The seven best exercises for your home workout

  • Push-ups

Nothing beats push-ups. Push-ups are the classic home exercise and rightly so. They are considered themost effective full-body exercise and yet are easy to perform. There are also numerous variations such as diamond and wide-armed push-ups or for beginners with lowered knees. If the normal push-ups are too boring, single-arm or handstand push-ups offer challenges.

  • Squats

  • Squats are a must because they not only train your bum and legs, but also your stomach. There are also numerous different versions of squats.
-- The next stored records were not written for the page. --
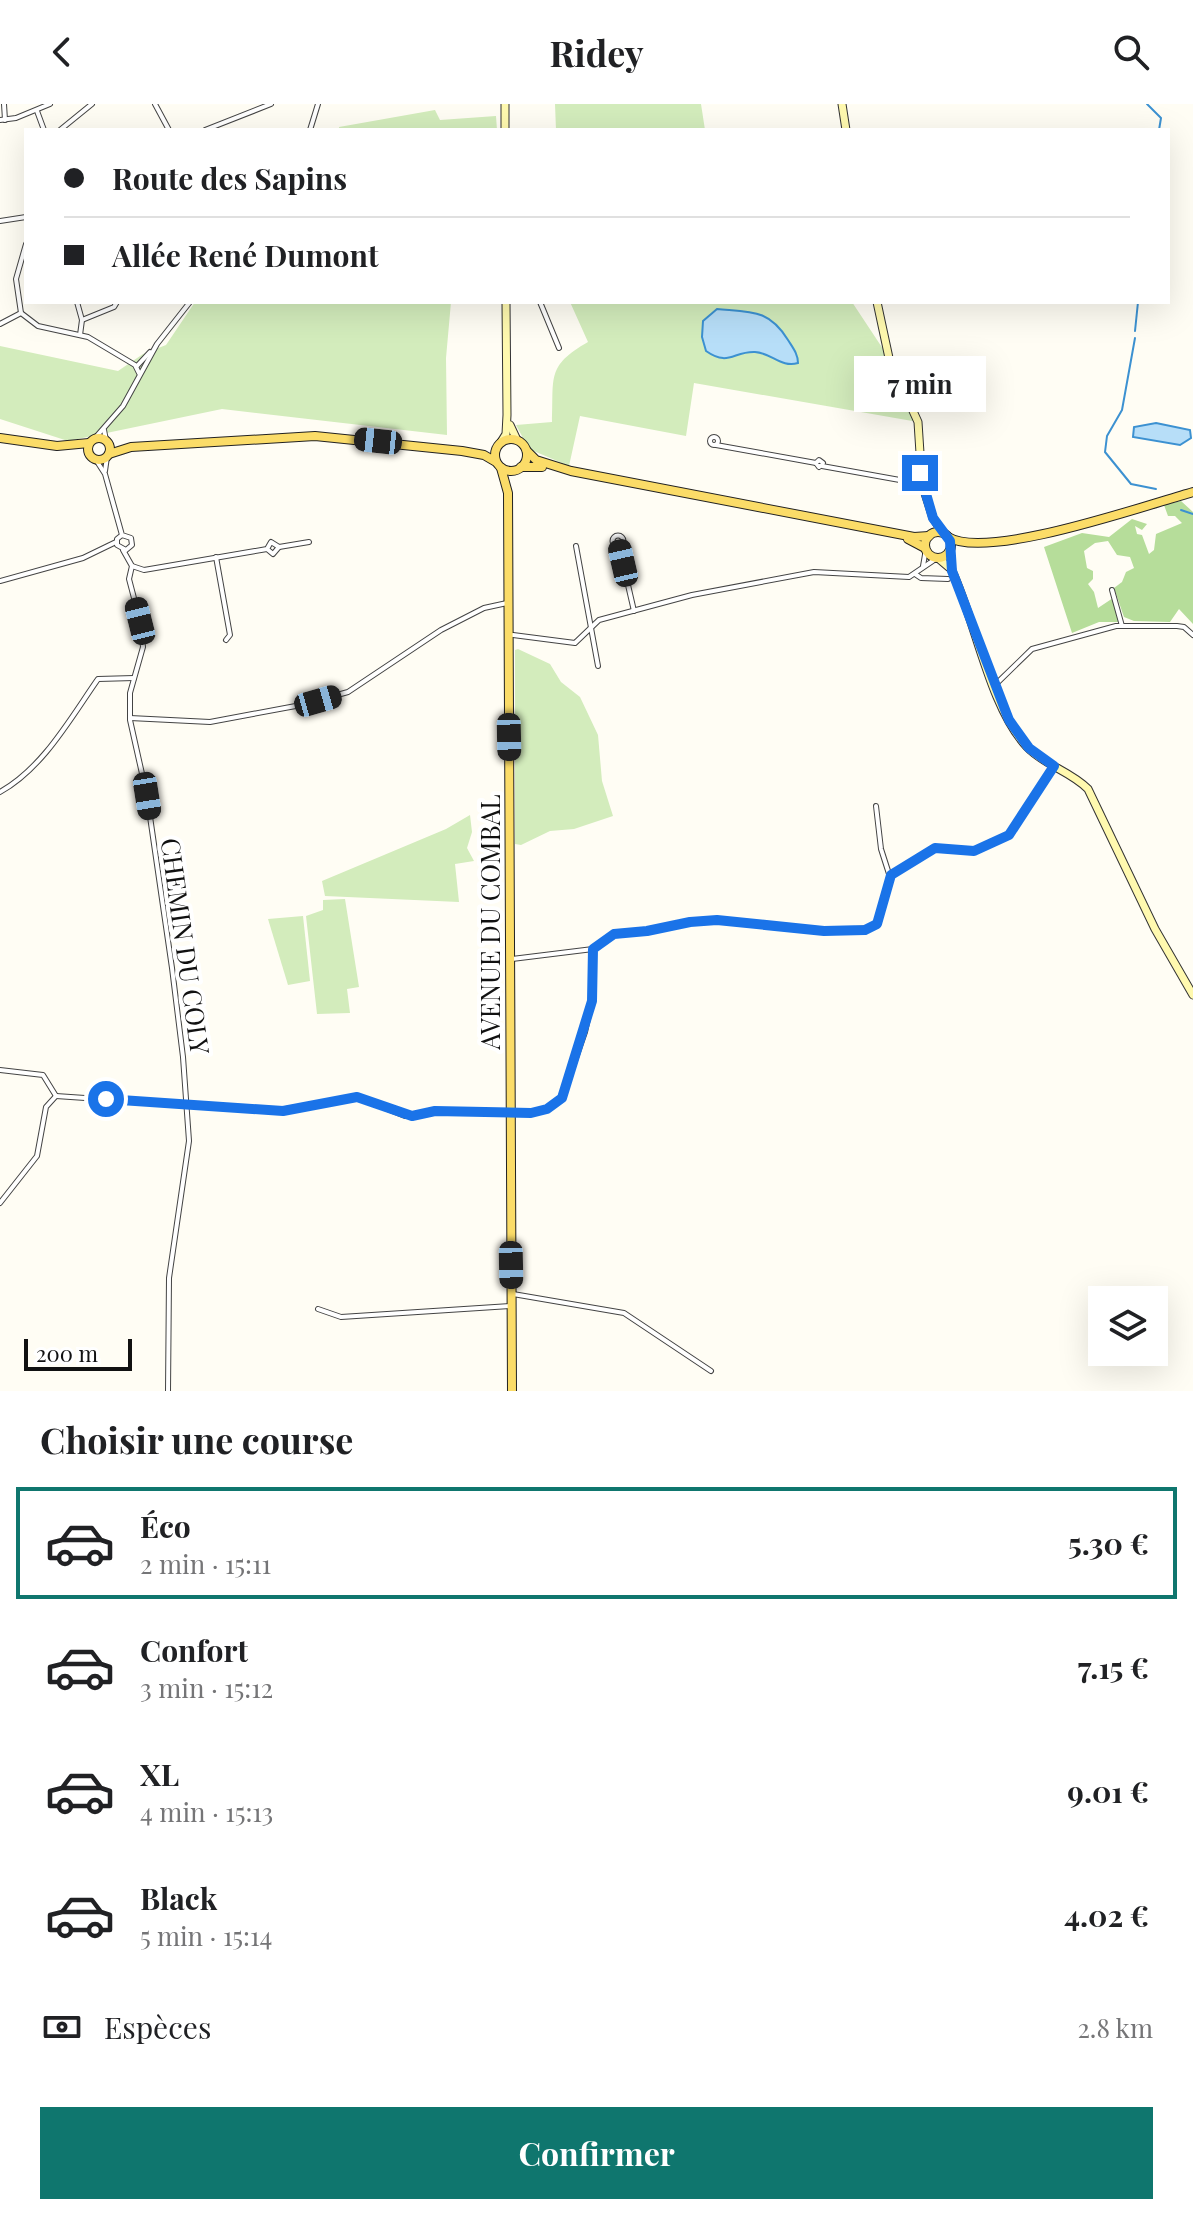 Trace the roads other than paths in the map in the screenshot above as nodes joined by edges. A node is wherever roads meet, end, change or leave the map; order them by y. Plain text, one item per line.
1 (4, 104) edge
2 (50, 104) edge
3 (92, 104) edge
4 (155, 104) edge
5 (271, 104) edge
6 (318, 104) edge
7 (505, 104) edge
8 (842, 104) edge
9 (44, 106) edge
10 (37, 111) junction
11 (3, 120) edge
12 (43, 128) edge
13 (63, 128) edge
14 (168, 128) edge
15 (210, 128) edge
16 (311, 128) edge
17 (505, 128) edge
18 (846, 128) edge
19 (24, 218) edge
20 (0, 221) edge
21 (24, 251) edge
22 (78, 304) edge
23 (116, 304) edge
24 (188, 304) edge
25 (506, 304) edge
26 (541, 304) edge
27 (877, 304) edge
28 (21, 313) junction
29 (82, 320) junction
30 (0, 324) edge
31 (80, 335) junction
32 (559, 348) dead end
33 (137, 370) junction
34 (507, 415) junction
35 (104, 427) junction
36 (0, 438) edge
37 (92, 440) junction
38 (517, 440) junction
39 (108, 441) junction
40 (499, 444) junction
41 (716, 445) dead end
42 (66, 446) junction
43 (131, 447) junction
44 (462, 451) junction
45 (527, 451) junction
46 (108, 456) junction
47 (92, 457) junction
48 (499, 465) junction
49 (520, 468) junction
50 (105, 474) junction
51 (922, 484) junction
52 (508, 493) junction
53 (1193, 493) edge
54 (933, 518) junction
55 (122, 535) junction
56 (946, 535) junction
57 (929, 536) junction
58 (116, 542) junction
59 (309, 542) dead end
60 (576, 546) dead end
61 (619, 546) dead end
62 (130, 548) junction
63 (926, 548) junction
64 (121, 549) junction
65 (103, 550) junction
66 (949, 551) junction
67 (216, 557) junction
68 (938, 558) junction
69 (129, 559) junction
70 (132, 566) junction
71 (923, 566) junction
72 (915, 574) junction
73 (950, 575) junction
74 (0, 581) edge
75 (1112, 590) dead end
76 (507, 603) junction
77 (634, 611) junction
78 (591, 625) junction
79 (1122, 626) junction
80 (515, 635) dead end
81 (1193, 635) edge
82 (226, 640) dead end
83 (598, 666) dead end
84 (134, 678) junction
85 (995, 685) junction
86 (130, 718) junction
87 (1054, 766) junction
88 (0, 792) edge
89 (876, 806) dead end
90 (890, 877) junction
91 (593, 949) junction
92 (509, 960) junction
93 (1193, 995) edge
94 (0, 1070) edge
95 (56, 1096) junction
96 (187, 1105) junction
97 (509, 1112) junction
98 (0, 1203) edge
99 (511, 1294) junction
100 (511, 1306) junction
101 (318, 1309) dead end
102 (711, 1371) dead end
103 (168, 1391) edge
104 (512, 1391) edge

1 - 11 street
2 - 9 street
3 - 13 street
4 - 14 street
5 - 15 street
6 - 16 street
7 - 17 street
8 - 18 street
9 - 10 street
10 - 11 street
10 - 12 street
19 - 20 street
21 - 28 street
22 - 29 street
23 - 29 street
24 - 33 street
25 - 34 street
26 - 32 street
27 - 51 street
28 - 30 street
28 - 31 street
29 - 31 street
31 - 33 street
33 - 35 street
34 - 38 street
34 - 40 street
35 - 37 street
35 - 39 street
36 - 42 main road
37 - 39 main road
37 - 42 main road
37 - 47 main road
38 - 40 main road
38 - 45 main road
39 - 43 main road
39 - 46 main road
40 - 44 main road
40 - 48 main road
41 - 51 street
42 - 47 main road
43 - 44 main road
43 - 46 main road
44 - 48 main road
45 - 49 main road
45 - 57 main road
46 - 47 main road
46 - 50 street
47 - 50 street
48 - 49 main road
48 - 52 main road
49 - 52 main road
49 - 63 main road
50 - 55 street
51 - 54 street
52 - 76 main road, AVENUE DU COMBAL
53 - 56 main road
53 - 66 main road
54 - 56 street
54 - 57 street
55 - 58 street
55 - 62 street
56 - 57 main road
56 - 66 main road
57 - 63 main road
58 - 64 street, CHEMIN DU COLY
58 - 65 street
59 - 67 street
60 - 78 street
61 - 77 street
62 - 64 street
62 - 69 street, CHEMIN DU COLY
63 - 68 main road
63 - 71 street
64 - 65 street
64 - 69 street, CHEMIN DU COLY
65 - 74 street
66 - 68 main road
66 - 73 street
67 - 70 street
67 - 82 street
68 - 71 street
68 - 73 street
69 - 70 street, CHEMIN DU COLY
70 - 84 street, CHEMIN DU COLY
71 - 72 street
72 - 73 street
72 - 77 street
73 - 85 street
75 - 79 street
76 - 86 street
76 - 92 main road, AVENUE DU COMBAL
77 - 78 street
78 - 80 street
78 - 83 street
79 - 81 street
79 - 85 street
84 - 86 street, CHEMIN DU COLY
84 - 88 street
85 - 87 street
86 - 96 street, CHEMIN DU COLY
87 - 90 street
87 - 93 street
89 - 90 street
90 - 91 street
91 - 92 street
91 - 97 street
92 - 97 main road, AVENUE DU COMBAL
94 - 95 street
95 - 96 street
95 - 98 street
96 - 97 street
96 - 103 street, CHEMIN DU COLY
97 - 99 main road, AVENUE DU COMBAL
99 - 100 main road, AVENUE DU COMBAL
99 - 102 street
100 - 101 street
100 - 104 main road, AVENUE DU COMBAL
If you want to increase the intensity of this exercise, use a kettlebell or barbell to help.

  • Lift-ups in the home workout

  • You shouldn't do without a piece of training equipment at home: The pull-up bar. In contrast to our push muscles, which we can train with numerous exercises (e.g. push-ups and dips), the pull muscles are often neglected in home workouts. If you can't do a pull-up (pull-up) yet, start by placing a chair or stool underneath you and give your legs a little help. If you are already a pro, you can increase the level of difficulty with one-handed pull-ups.

    • Pistol squats during your home workout

    The back of the thigh (our leg biceps or leg flexors) is often neglected when training at home. A good exercise to train these specifically is one-legged squats (pistol squats). The training stimulus is increased by going deeper into the squat. Beginners who find the exercise too difficult should first try a deep two-legged squat.

    • Single leg bridges

    The single leg bridge (single leg bridge) not only trains the back of the thighs, but also gives you a toned bum. The exercise can be varied, for example by raising the upper body or legs.

  • Dips

  • Dips are an essential part of arm training. Your triceps do the main work here. Variations for beginners/advanced users: It's easier if your legs are bent. Harder with straight legs.

    • Planks during a home workout

    The classic forearm support (plank) utilises almost all body muscles and should therefore not be missing from any home workout. The numerous variations (e.g. side plank, reverse plank, plank jacks) ensure that there is never a dull moment.